The latest model, known as the Robin Heart Vision, will become the surgeon's partner in the operating room next year. It will replace a human assistant who usually holds the "telescope" of the video channel to enable the observation of the operative field of laparoscopic instruments. As a result, the surgeon will be able to perform part of the surgery unaided by other people. The Robin Heart Vision is easy to use and install, and can be conveniently carried in a suitcase. In May, the Robin Heart received an award at the Intarg Scientific and Industrial Innovation Fair in Katowice.

The Polish heart surgery robot is an original design.

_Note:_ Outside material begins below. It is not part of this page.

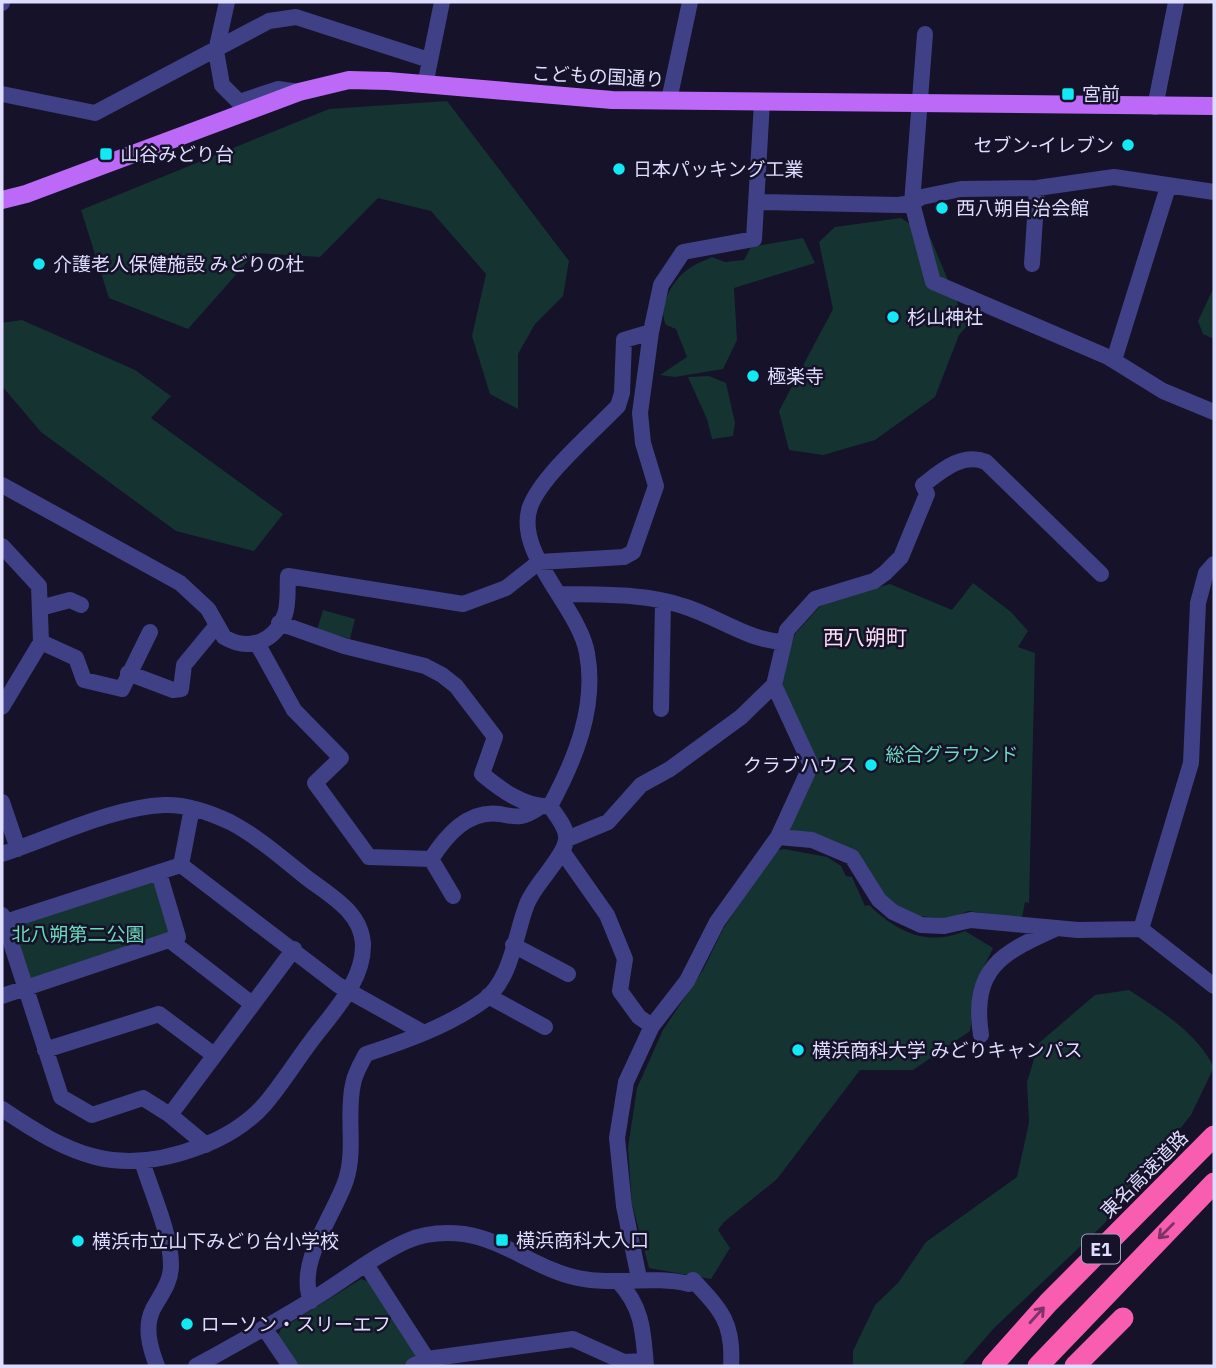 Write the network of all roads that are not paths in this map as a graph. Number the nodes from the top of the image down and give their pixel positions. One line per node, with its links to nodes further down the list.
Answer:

Thanks to its modular structure, it can be adjusted for surgery of different types.

Work is under way to introduce a "tele-collaboration" system to be used during surgery. It will contain the real image from the camera, diagnostic data and surgery simulation data. The surgeon will be able to use the "tele-collaboration" program at any moment as it will be voice-activated and voice-controlled. New instruments and applications for the robot are also being developed. There are plans to use the robot for implanting artificial organs, prostheses and ventricular assist devices.

The ultimate goal of the project is to introduce heart surgery robots to clinical practice. A robot's mechanical arm and palm may, by eliminating hand tremor, imitate the surgeon's hand movements with high precision. The use of an assistant robot may be more effective and convenient than the assistance of medical staff as it shortens surgery time and enables the surgeon to plan the surgery in advance and train it on simulation stations. The lack of direct contact between the surgeon and the patient's body reduces the risk of health problems caused by infection. Robots also enable remote surgery in another city, on a battlefield or in outer space.

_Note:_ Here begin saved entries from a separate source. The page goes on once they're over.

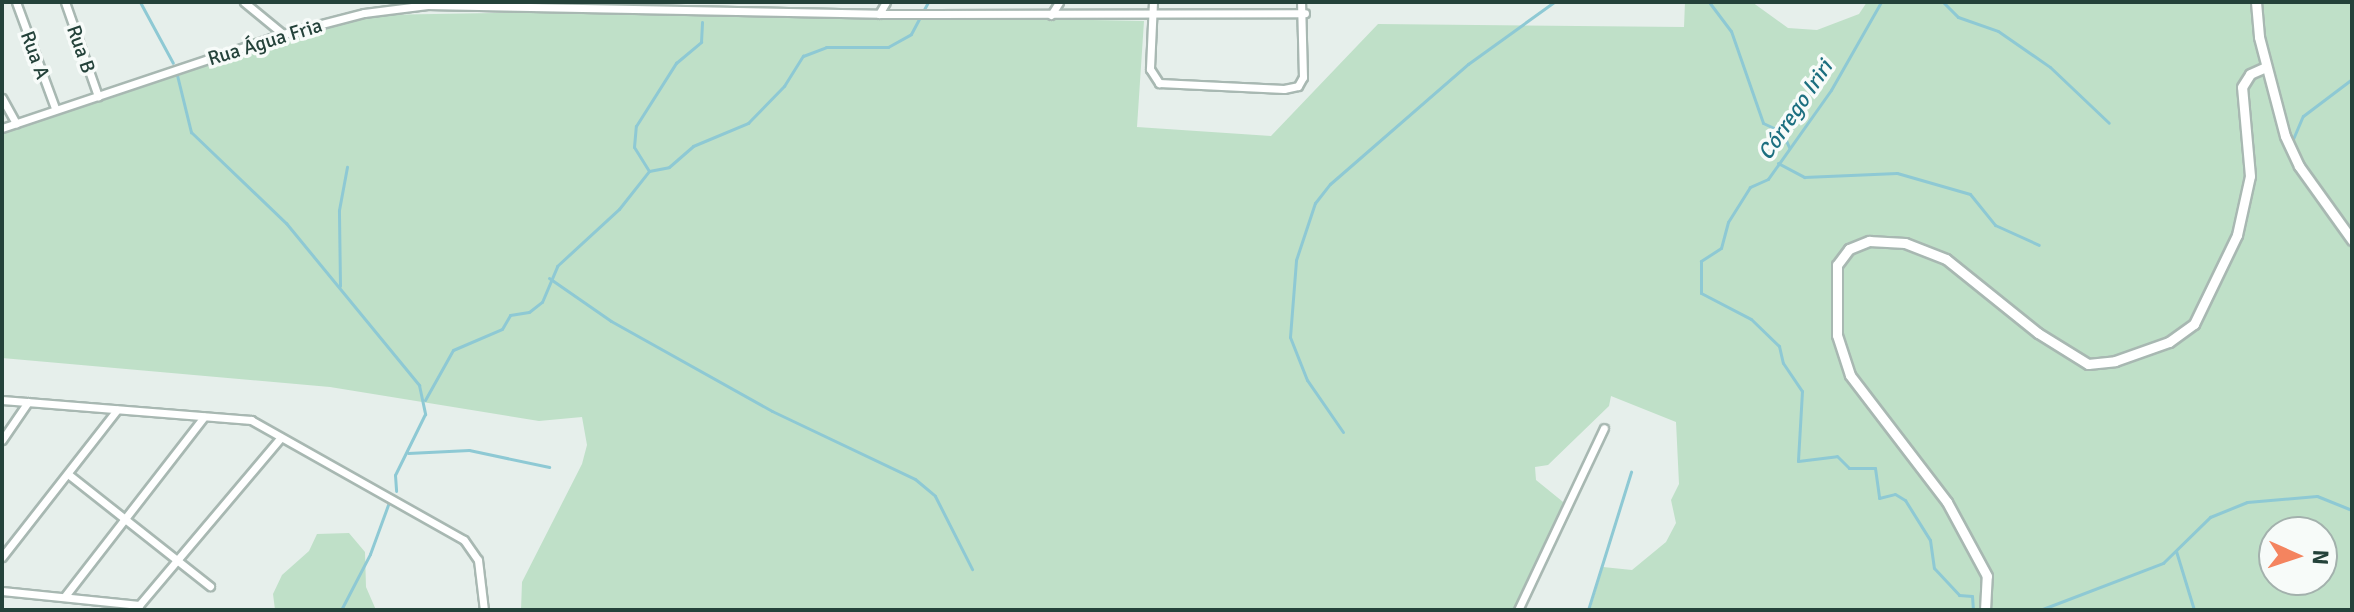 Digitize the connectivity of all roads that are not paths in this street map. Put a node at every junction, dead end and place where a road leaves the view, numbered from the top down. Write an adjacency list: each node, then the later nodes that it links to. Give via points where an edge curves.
1 (16, 2): 25 (street, Rua A)
2 (65, 2): 23 (street, Rua B)
3 (244, 2): 21 (street)
4 (388, 2): 15 (street)
5 (886, 2): 18 (street)
6 (969, 2): 16 (street)
7 (1059, 2): 19 (street)
8 (1153, 2): 20 (street)
9 (1301, 2): 17 (street)
10 (2256, 2): 22 (street)
11 (426, 4): 12 (street, Rua Água Fria); 15 (street, Rua Água Fria)
12 (567, 5): 13 (street, Rua Água Fria)
13 (635, 5): 14 (street, Rua Água Fria)
14 (698, 6): 18 (street, Rua Água Fria)
15 (405, 8): 21 (street, Rua Água Fria)
16 (963, 13): 18 (street, Rua Água Fria); 19 (street, Rua Água Fria)
17 (1305, 13): 20 (street, Rua Água Fria); 20 (street, via 1303,77 1298,86 1284,89 1168,87 1150,69)
18 (879, 14)
19 (1051, 15): 20 (street, Rua Água Fria)
20 (1150, 16)
21 (283, 34): 23 (street, Rua Água Fria)
22 (2266, 67): 28 (street, via 2299,166); 46 (street, via 2250,74 2242,87 2250,176 2237,235 2194,324 2169,342 2115,361 2088,364 2038,333 1946,259 1905,243 1869,241 1849,249 1837,265 1837,335 1850,375 1947,502 1987,576)
23 (98, 96): 25 (street, Rua Água Fria)
24 (2, 98): 26 (street)
25 (55, 108): 26 (street, Rua Água Fria)
26 (16, 123): 27 (street, Rua Água Fria)
27 (2, 128)
28 (2352, 240)
29 (2, 400): 30 (street)
30 (28, 402): 31 (street); 35 (street)
31 (117, 410): 32 (street); 36 (street)
32 (204, 417): 34 (street, via 251,420); 37 (street)
33 (1604, 428): 45 (street)
34 (281, 437): 39 (street); 44 (street, via 464,540 478,560)
35 (2, 440)
36 (68, 474): 37 (street); 38 (street)
37 (124, 518): 39 (street); 42 (street)
38 (2, 557)
39 (177, 560): 40 (street); 43 (street)
40 (210, 586)
41 (2, 591): 42 (street)
42 (65, 596): 43 (street)
43 (137, 608)
44 (484, 610)
45 (1518, 610)
46 (1985, 610)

In classical surgery, surgeons are in physical contact with the patient through their hands or instruments they use. In the telesurgical system, the surgeon controls the movements of a surgical instrument from a distance, sitting in a place which is the surgical scene. An effective feedback system giving the surgeon tactile sensation, or the ability to perceive through touch, has not been developed yet. When tying a suture, the doctor performing a robotic surgery does not feel the thread. The designers of these systems have to improve safety, which means monitoring the applied force, and defining in advance the limits of incision, sterility and emergency procedures.

Surgical robots are now being tested in clinical applications, and their use is expanding. The Da Vinci range of robots, developed for heart surgery, are currently applied for prostate, kidney and other operations, proving their usefulness to both surgeons and patients. Robots are changing and maturing. Today they still require appropriately adjusted operating rooms and huge financial outlays. But in the future they will become more user-friendly and as indispensable as surgical gloves and blades.
Zbigniew Nawrat


The author (pictured) is a physicist with a PhD degree in medicine and a special interest in artificial hearts. He works at the Medical Academy of Silesia. He is also scientific director of the Heart Prosthesis Institute of the Foundation for Cardiac Surgery Development, and head of the institute's Biocybernetics Laboratory.